At just 9 years old, he moved from Haiti, where he says he experienced physical, nutritional, and emotional neglect, to Manhattan’s Upper East Side with his father and adoptive mother. His academic path was equally ambitious with degrees in molecular biology and biochemistry at Wesleyan, followed by Yale School of Medicine, where he initially planned to become a neurosurgeon. But witnessing the visible unhappiness of many of his physician mentors pushed him away from the operating room and toward Wall Street.
Swapping scalpels for spreadsheets and deal structures, Tabuteau spent nearly two decades in healthcare investment banking and hedge funds, where he reportedly observed the rise and fall of countless biotech startups.
When he finally launched Axsome, Tabuteau went against the grain. Instead of relying on venture capital, he self-funded the company with the support of friends and family. Instead of chasing one breakthrough drug, he built a diversified pipeline to reduce risk. And unlike most of his peers, he ran clinical trials in-house to cut costs nearly in half.
“If you do things exactly the same way as everybody else, you’re going to have the same outcomes as everybody else. And we wanted to have outcomes that stand apart,” he explained.
“Nobody believed in Axsome years ago, and I think there’s still a lot of unbelievers,” added Axsome chief financial officer Nick Pizzie. “It’s a show-me story.”

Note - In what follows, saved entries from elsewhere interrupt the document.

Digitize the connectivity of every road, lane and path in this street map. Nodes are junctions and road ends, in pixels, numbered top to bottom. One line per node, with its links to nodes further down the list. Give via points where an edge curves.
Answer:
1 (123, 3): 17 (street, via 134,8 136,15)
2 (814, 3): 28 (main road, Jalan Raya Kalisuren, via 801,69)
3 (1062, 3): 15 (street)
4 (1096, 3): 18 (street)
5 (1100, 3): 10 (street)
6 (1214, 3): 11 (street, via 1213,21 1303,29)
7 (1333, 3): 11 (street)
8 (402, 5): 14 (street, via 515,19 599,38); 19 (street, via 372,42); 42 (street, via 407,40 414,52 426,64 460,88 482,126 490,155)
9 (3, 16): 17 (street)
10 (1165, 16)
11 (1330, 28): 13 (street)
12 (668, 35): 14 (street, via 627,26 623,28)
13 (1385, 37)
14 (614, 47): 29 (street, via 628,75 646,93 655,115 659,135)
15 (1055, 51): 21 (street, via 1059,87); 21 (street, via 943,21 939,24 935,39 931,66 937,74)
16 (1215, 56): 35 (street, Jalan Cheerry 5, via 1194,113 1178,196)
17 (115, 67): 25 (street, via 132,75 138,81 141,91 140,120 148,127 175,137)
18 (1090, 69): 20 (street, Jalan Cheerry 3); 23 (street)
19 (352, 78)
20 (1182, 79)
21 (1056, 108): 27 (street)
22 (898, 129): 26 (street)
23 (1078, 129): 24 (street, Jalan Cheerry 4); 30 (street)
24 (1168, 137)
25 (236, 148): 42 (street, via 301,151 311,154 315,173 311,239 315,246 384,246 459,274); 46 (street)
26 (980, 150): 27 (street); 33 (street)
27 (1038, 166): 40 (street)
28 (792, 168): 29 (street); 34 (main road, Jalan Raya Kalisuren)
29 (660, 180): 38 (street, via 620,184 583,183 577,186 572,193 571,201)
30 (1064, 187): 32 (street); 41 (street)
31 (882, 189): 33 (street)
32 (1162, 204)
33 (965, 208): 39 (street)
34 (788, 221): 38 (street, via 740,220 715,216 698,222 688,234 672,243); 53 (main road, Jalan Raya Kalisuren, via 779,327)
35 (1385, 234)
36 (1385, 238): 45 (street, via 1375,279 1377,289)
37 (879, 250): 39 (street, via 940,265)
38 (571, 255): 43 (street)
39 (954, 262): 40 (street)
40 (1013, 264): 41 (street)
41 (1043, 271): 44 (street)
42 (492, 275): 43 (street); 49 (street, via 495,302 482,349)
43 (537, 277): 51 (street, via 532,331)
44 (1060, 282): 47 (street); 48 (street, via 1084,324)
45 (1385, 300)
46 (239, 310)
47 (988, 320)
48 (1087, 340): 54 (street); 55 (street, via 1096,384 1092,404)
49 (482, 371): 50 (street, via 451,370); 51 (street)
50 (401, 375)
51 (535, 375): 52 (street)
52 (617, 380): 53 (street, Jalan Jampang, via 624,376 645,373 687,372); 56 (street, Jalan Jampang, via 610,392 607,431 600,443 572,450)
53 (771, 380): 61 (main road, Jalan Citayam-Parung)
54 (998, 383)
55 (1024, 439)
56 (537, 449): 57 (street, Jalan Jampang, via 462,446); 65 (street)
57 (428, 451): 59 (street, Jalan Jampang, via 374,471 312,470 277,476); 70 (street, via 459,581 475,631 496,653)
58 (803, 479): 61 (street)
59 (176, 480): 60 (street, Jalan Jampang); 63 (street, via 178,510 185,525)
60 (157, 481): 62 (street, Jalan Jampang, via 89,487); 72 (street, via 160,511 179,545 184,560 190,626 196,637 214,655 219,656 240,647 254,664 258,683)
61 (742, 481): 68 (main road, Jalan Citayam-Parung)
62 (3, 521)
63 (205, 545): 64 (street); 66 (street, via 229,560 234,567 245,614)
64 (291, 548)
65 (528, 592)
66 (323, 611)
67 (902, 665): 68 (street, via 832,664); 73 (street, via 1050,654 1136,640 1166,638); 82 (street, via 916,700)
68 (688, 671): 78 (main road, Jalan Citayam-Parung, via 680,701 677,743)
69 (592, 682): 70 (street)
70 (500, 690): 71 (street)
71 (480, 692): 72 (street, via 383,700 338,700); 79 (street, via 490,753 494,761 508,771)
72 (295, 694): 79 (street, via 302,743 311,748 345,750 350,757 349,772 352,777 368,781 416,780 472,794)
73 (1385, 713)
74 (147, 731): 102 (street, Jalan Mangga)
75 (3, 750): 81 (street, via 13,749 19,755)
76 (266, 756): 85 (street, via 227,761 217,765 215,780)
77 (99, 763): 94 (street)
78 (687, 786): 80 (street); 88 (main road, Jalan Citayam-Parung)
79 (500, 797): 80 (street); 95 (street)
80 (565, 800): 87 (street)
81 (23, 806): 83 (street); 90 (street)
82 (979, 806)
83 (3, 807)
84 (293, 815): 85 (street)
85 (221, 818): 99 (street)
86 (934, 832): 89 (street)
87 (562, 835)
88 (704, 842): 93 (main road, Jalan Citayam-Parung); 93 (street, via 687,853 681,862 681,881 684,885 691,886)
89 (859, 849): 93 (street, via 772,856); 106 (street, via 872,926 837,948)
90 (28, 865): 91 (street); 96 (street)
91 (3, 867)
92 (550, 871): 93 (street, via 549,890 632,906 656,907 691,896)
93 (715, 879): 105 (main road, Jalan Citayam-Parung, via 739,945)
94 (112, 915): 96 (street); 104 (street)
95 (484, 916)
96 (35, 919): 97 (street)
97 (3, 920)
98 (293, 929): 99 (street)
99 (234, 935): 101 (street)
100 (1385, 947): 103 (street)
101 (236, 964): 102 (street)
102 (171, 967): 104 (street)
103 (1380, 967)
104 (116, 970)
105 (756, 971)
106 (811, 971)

After years of low stocks and failed initiatives, a turning point came in 2022, when the FDA approved Auvelity, Axsome’s breakthrough depression drug. Unlike traditional antidepressants that take six to eight weeks to work, Auvelity can start providing relief in just one week. Axsome launched the drug with a lean sales force of 165 reps, less than half the industry standard, pairing them with software to identify the most receptive doctors. Analysts project blockbuster status, with sales already on track to hit $500 million this year.
That same year, the company bought Sunosi, a treatment for excessive sleepiness, for $53 million, only to sell the international rights for more than that, less than a year later, while keeping U.S. sales that reportedly top $100 million annually.
Now, the company is eyeing its next major breakthrough: a drug to treat agitation in Alzheimer’s patients. Axsome’s alternative, which claims to avoid the sometimes fatal risks linked to Alzheimer’s drugs, has shown mixed results in trials, but Tabuteau remains optimistic. Similarly, analysts see a clear need for safer options despite FDA approval not being guaranteed.
“There is so much ahead of us right now in terms of the pipeline and the number of patients we’re able to address,” he says. “We might be a small company in terms of size, but we’re not a small company in terms of fundamentals or in terms of ambition.”